As I recall, there are only a handful of explicit references to religion in Breaking Bad. At one point Walt argues to Jesse that, if there is a Hell, the two of them are already headed there, doomed by the monstrous sins they have previously committed.
A more interesting reference comes in a flashback (above) to a moment in their youth when Walt and his former lover Gretchen are discussing the composition of the human body, whose chemical constituents don’t quite add up. Gretchen suggests that perhaps the missing element is the soul. Walt says, “The soul? There’s nothing going on here but chemistry.”
Walt says this suggestively as he leans down towards Gretchen, apparently about to kiss her. This seems to depict the start of their physical relationship. It also seems to be the statement of a thematic element that is never articulated in the dialogue but is somehow implied in the tale. Has Walt lost his soul? Did he ever have one to begin with? Does anyone? Is life nothing but chemistry, change, inevitable transactions between impersonal forces?

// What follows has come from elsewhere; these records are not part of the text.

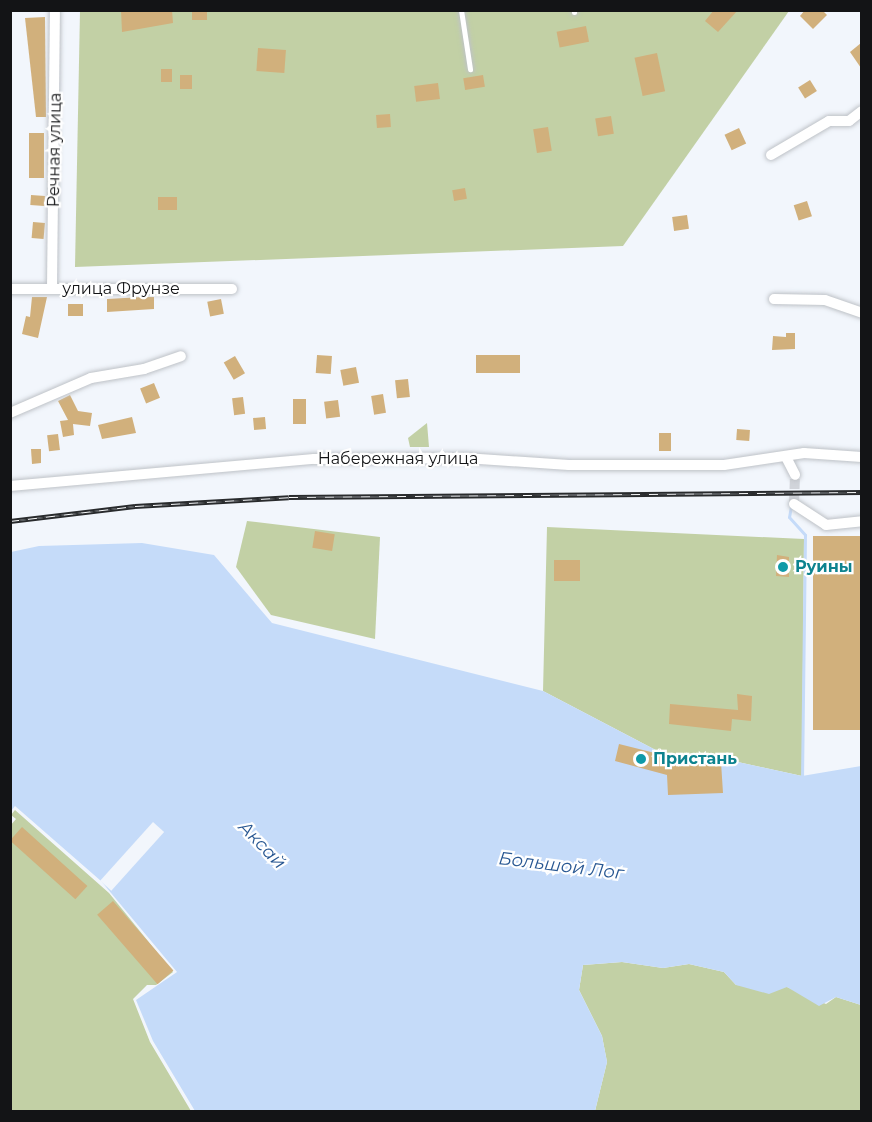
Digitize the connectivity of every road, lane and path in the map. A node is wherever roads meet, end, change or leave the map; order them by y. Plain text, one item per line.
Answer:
1 (55, 10) edge
2 (460, 10) edge
3 (470, 69) dead end
4 (861, 111) edge
5 (771, 155) dead end
6 (10, 289) edge
7 (52, 289) junction
8 (232, 289) dead end
9 (774, 299) dead end
10 (861, 313) edge
11 (181, 356) dead end
12 (10, 413) edge
13 (786, 457) junction
14 (861, 457) edge
15 (795, 475) tunnel mouth
16 (10, 486) edge
17 (794, 504) dead end
18 (861, 521) edge

1 - 7 street, Речная улица
2 - 3 lane
4 - 5 street
6 - 7 street, улица Фрунзе
7 - 8 street, улица Фрунзе
9 - 10 street
11 - 12 street
13 - 14 street, Набережная улица
13 - 15 street
13 - 16 street, Набережная улица
17 - 18 street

Gretchen Schwartz (i. e. Gretchen Black) speaks for the existence of the soul, just about the only character in the show who ever does. Walter White dismisses the idea. The show doesn’t want to reduce things to such black and white alternatives — and yet in a way it does so, in this flashback.
Curious.
We learned early on in the show that Walt walked out on Gretchen, ending their relationship without an explanation. I suspect that in the final episode we will be given that explanation, and that it will offer a deeper insight into Walt’s . . . well . . . soul — for want of a better term.